Good summary, adding my rant as a different perspective you may want to consider: Education is good and all, but human error covers more than just social engineering (such as phishing). Misconfigurations and cumbersome or complicated processes are large contributors to why the human element is such an issue; it is not exclusively that a small minority of people don't care. On top of training we need to make it easier to do the right thing and harder to do the wrong thing. Change control to minimise misconfigurations, secure-by-default/design technology for day-to-day business, and making security controls transparent to the point where personnel are unaware of how many security layers they are going through. Examples are password policies to direct users towards stronger passwords; default access control configurations to stop users creating company-wide Sharepoint sites with sensitive information; data-leak prevention to stop users from moving sensitive documents outside of the orginisation; for cloud, pre-configured hardened images, centrally managed WAF/VPC/Security Groups - you get the point.
Cybersecurity is an economics (incentives) problem, not a technical or technological problem. IoT can be done securely. Cloud can be done securely. We know how to do security. Consumers don't value security. Normal people cannot see the value in security, especially not against the value of some shiny doohickey or dumb stunt. Security has a PR problem.
I think maybe there just needs to me better pay for entry level jobs and even more for senior ones, that would discourage the financial aspect of wanting to pursue cybercrime activities, but it’s probably much. More complex than that…
Thank you for the kind words! I'm hoping to raise awareness of these issues in an easy to understand manner that is interesting for both novices and experienced professionals. I appreciate you stopping by and for your feedback
Everyone is addressing it. I don't know about US, but european countries focus on prevention, workplaces give employees secondary phones with 2FA already set up, VPN's set up, rules explained, and you are informed of your role in cybersecurity. We even receive fake phishing emails so that the cybersecurity company that works with our company can see if we fall for it, if we need additional training.
Entry level security jobs pay too well there’s no incentive for a SOC Analyst 1 to become a Network Security Architect if they aren’t obsessively passionate about security. My company has too many SOC Analyst III but Senior, Engineer and Architect roles stay open for months on end because the analysts don’t want to do training. They’re comfortable.
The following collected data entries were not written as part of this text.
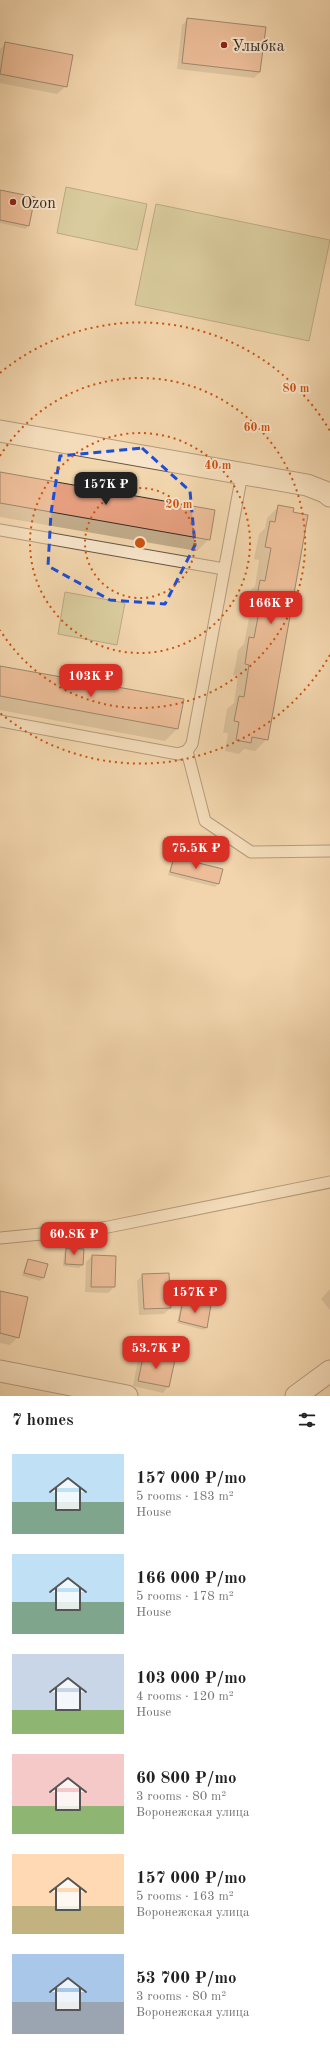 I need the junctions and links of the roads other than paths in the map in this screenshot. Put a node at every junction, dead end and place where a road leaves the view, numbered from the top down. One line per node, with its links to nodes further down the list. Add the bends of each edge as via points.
1 (0, 431): 2 (street)
2 (242, 474): 3 (street, via 306,485); 5 (lane)
3 (330, 496)
4 (0, 530): 5 (lane)
5 (224, 569): 7 (lane, via 192,744)
6 (0, 721): 7 (lane, via 178,754)
7 (187, 751): 8 (lane, via 205,821 251,852)
8 (330, 851)
9 (330, 1182): 10 (lane, via 103,1228)
10 (0, 1238)
11 (0, 1371): 13 (street)
12 (330, 1371): 14 (street)
13 (127, 1396)
14 (296, 1396)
Based on your experience, could you critique my current plan. I'm currently going to wgu for cyber. I've been practing fundamentals and doing labs. While going to school I am getting my az-900 and aws. Should take me a year. Would you recommend this path for a role like cloud support or soc1? Thank you
Well, this is the problem with money. People don't want to invest into cybersecurity and clean code. We have intentionally made complex systems where memory leaks are all over the place and it's a real playground for people who are looking for them.
Thanks Pat, you earned a new subscriber. I'm currently in an AS program for cyber security. Opinions like yours are helping me tighten my focus to an applicable discipline. Also encouraging me to participate in the NCL this season, so thanks!
@@cheyssentaylor Can you state what you said any clearer? I don't understand what you're getting at. Open source means anyone can view it and it can be forked into another repository. If your code is not seen then more people will not try to break it/hack it, hence it's less secure.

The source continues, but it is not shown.